The NJIT Cybersecurity Research Center seeks to address on-going and long-term future needs to research new methods for understanding how systems can be compromised and fail, how to design secure cyber systems, and how to improve or fix a cyber infrastructure that has already been deployed.

"Russia, if you're listening, I hope you're able to find the 30,000 emails that are missing.
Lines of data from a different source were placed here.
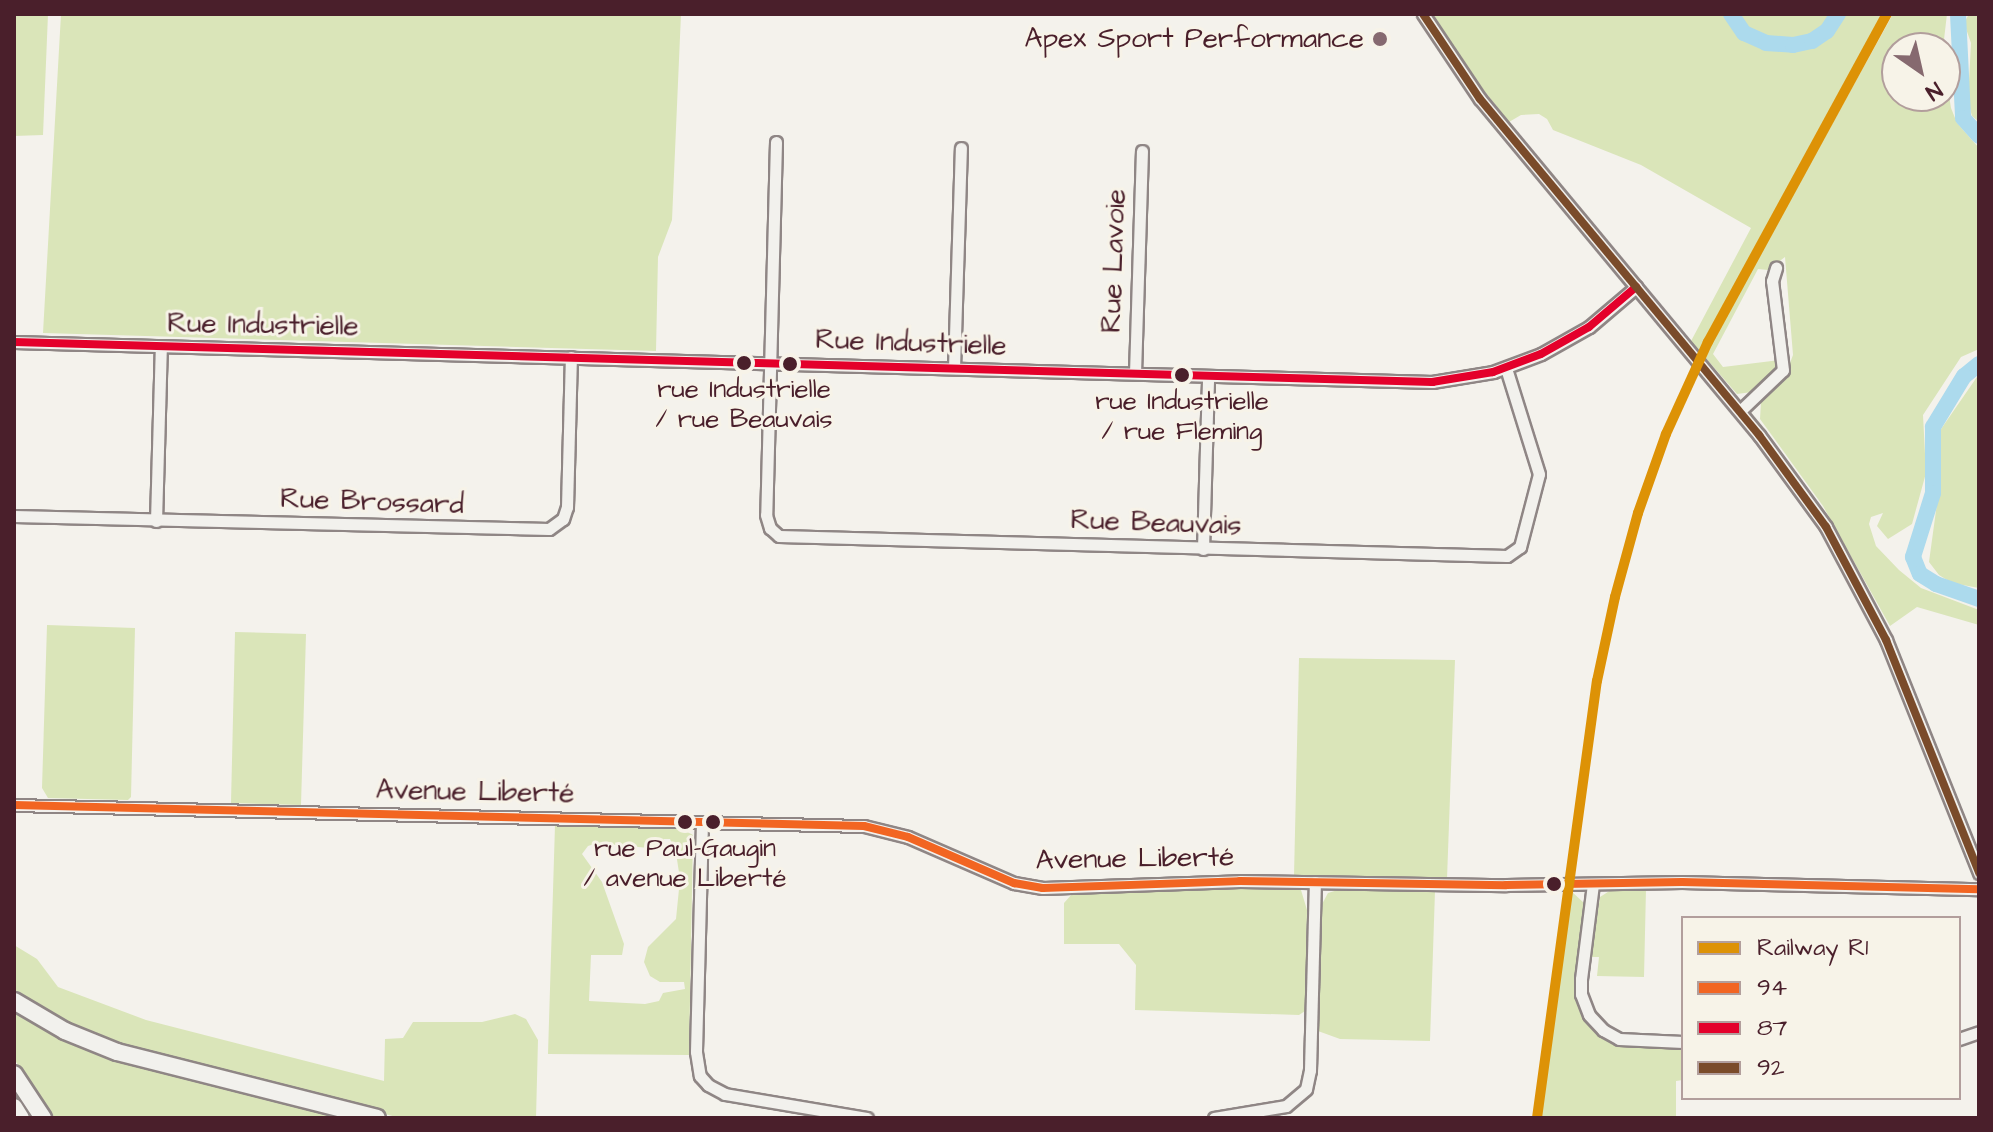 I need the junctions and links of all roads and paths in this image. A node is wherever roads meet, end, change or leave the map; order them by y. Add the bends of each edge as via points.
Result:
1 (1423, 14) edge
2 (776, 142) dead end
3 (961, 148) dead end
4 (1142, 151) dead end
5 (1776, 268) dead end
6 (1636, 287) junction
7 (14, 342) edge
8 (161, 347) junction
9 (571, 357) junction
10 (770, 363) junction
11 (954, 368) junction
12 (1506, 368) junction
13 (1135, 373) junction
14 (1208, 376) junction
15 (1740, 411) junction
16 (14, 516) edge
17 (156, 521) junction
18 (1203, 549) junction
19 (14, 805) edge
20 (702, 822) junction
21 (1979, 873) edge
22 (1315, 882) junction
23 (1593, 884) junction
24 (1979, 889) edge
25 (14, 1001) edge
26 (1681, 1042) edge
27 (14, 1074) edge
28 (14, 1107) edge
29 (21, 1118) edge
30 (43, 1118) edge
31 (377, 1118) edge
32 (867, 1118) edge
33 (1214, 1118) edge

1 - 6 street via 1471,88
2 - 10 street
3 - 11 street
4 - 13 street, Rue Lavoie
5 - 15 street via 1771,278 1783,370
6 - 12 street, Rue Industrielle via 1577,335
6 - 15 street
7 - 8 street, Rue Industrielle
8 - 9 street, Rue Industrielle
8 - 17 street
9 - 10 street, Rue Industrielle
9 - 17 street, Rue Brossard via 567,507 563,519 549,529
10 - 11 street, Rue Industrielle
10 - 18 street, Rue Beauvais via 766,515 779,536
11 - 13 street, Rue Industrielle
12 - 14 street, Rue Industrielle via 1432,382
12 - 18 street, Rue Beauvais via 1539,474 1522,540 1512,554
13 - 14 street, Rue Industrielle
14 - 18 street
15 - 21 street via 1810,502 1860,587
16 - 17 street, Rue Brossard
19 - 20 street, Avenue Liberté
20 - 22 street, Avenue Liberté via 877,828 1033,887
20 - 32 street via 696,1052 700,1076 725,1094
22 - 23 street, Avenue Liberté
22 - 33 street via 1306,1089 1286,1106
23 - 24 street, Avenue Liberté
23 - 26 street via 1581,979 1589,1015 1619,1039
25 - 31 highway via 65,1031 117,1052
27 - 30 highway
28 - 29 highway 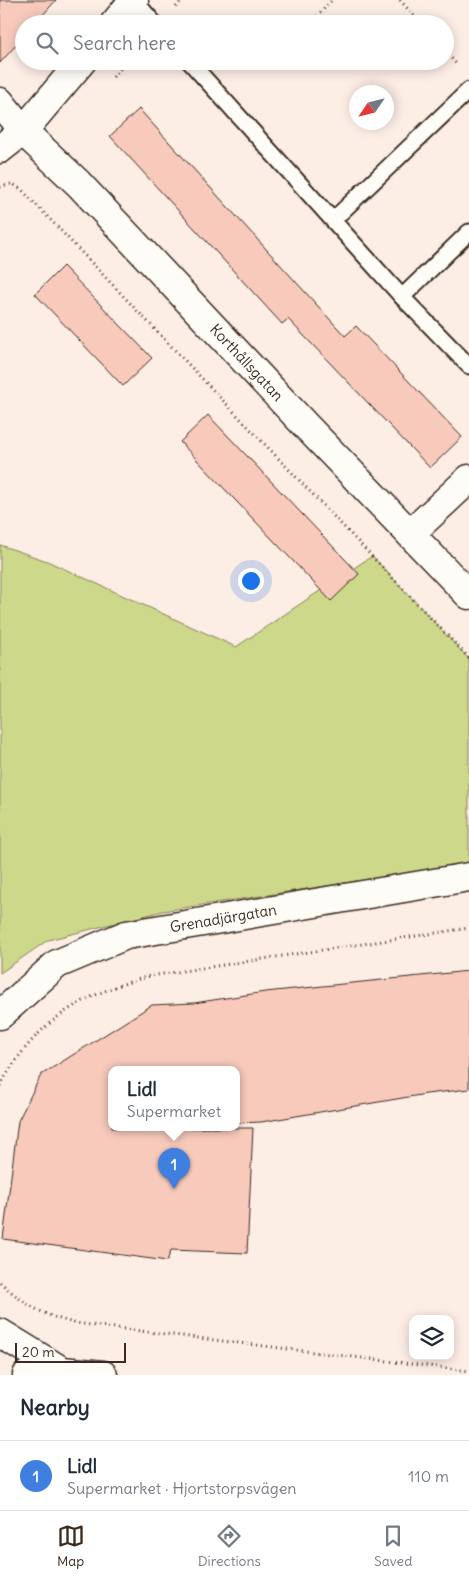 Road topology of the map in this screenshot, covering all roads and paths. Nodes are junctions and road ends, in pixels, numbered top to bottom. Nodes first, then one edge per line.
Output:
1 (134, 0) edge
2 (332, 0) edge
3 (400, 0) edge
4 (122, 15) edge
5 (147, 15) edge
6 (318, 15) edge
7 (413, 15) edge
8 (74, 70) edge
9 (197, 70) edge
10 (469, 90) edge
11 (0, 102) edge
12 (23, 131) junction
13 (0, 149) edge
14 (0, 187) edge
15 (332, 220) junction
16 (469, 232) edge
17 (402, 297) junction
18 (469, 366) edge
19 (469, 479) edge
20 (410, 534) junction
21 (469, 595) edge
22 (469, 658) edge
23 (469, 877) edge
24 (469, 928) edge
25 (0, 1015) edge
26 (0, 1086) edge
27 (0, 1282) edge
28 (0, 1334) edge
29 (62, 1371) junction
30 (469, 1371) edge
31 (27, 1375) edge
32 (103, 1375) edge

1 - 4 street
1 - 5 lane
2 - 6 path
3 - 7 path
8 - 12 street
9 - 15 lane
10 - 15 lane
11 - 12 street, Korthållsgatan
12 - 13 street
12 - 20 street, Korthållsgatan
14 - 22 path
15 - 17 lane
16 - 17 lane
17 - 18 lane
19 - 20 street
20 - 21 street, Korthållsgatan
23 - 25 street, Grenadjärgatan
24 - 26 path
27 - 30 path
28 - 29 street
29 - 31 street
29 - 32 street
I think you will probably be rewarded mightily by our press,” said Republican presidential nominee Donald Trump during a recent news conference in Florida.

Trump was referring to emails that Hillary Clinton wrote on a personal server she used for official business, which she didn’t hand over to the State Department and her lawyers deleted as personal.

Trump’s comments caused an instant uproar and were met with a firestorm of criticism on social media and from the Clinton campaign, accusing him of endangering national security and urging a U.S. adversary to infiltrate the former Secretary of State’s servers.

“I think it's certainly irresponsible for Trump to openly encourage a foreign government to perform such espionage,” says Reza Curtmola, computer science professor and co-director of NJIT’s Cybersecurity Research Center.

Trumps incendiary remarks come on the heels of the leak of 20,000 emails from the National Democratic Committee, a hack linked to the Russian government. 

“From a technical perspective, those 30,000 deleted emails might still be stored somewhere, perhaps in a backup archive made by the company who was in charge of backing up her email server,” says Curtmola. “It would not be surprising, if at some point during this campaign those emails resurfaced.”

Hackers use advanced evasion techniques, like multiple proxy servers, that provide anonymity.

The Romanian computer hacker known as “Guccifer” said he compromised Clinton's personal server by using a combination of spear phishing, guessing answers to security questions and weak passwords, and exploiting software vulnerabilities on the target machine to gain access.

The FBI later reported that Guccifer admitted that was a lie.

But Curtmola says the methods he laid out are absolutely plausible.

“Once the hacker figured the IP address of the email server, he could have used special programs, which remotely ‘scan’ the server in order to determine what version of the software is running,” he explains. “The hacker could then exploit known—or even zero-day—vulnerabilities for that specific software on the server in order to gain access to it.”

So, are our deleted emails ever safe? What really happens when you flag an email for deletion and move it to the trash folder?

“It’s not physically deleted immediately,” says Curtmola. “It might stay in the trash folder for a while—usually up to 30 days—until it gets deleted. During that time, it can be recovered.”

Nowadays, online email service providers, such as Google and Yahoo, don’t (and aren’t obligated to) disclose how long deleted emails continue to exist on their servers.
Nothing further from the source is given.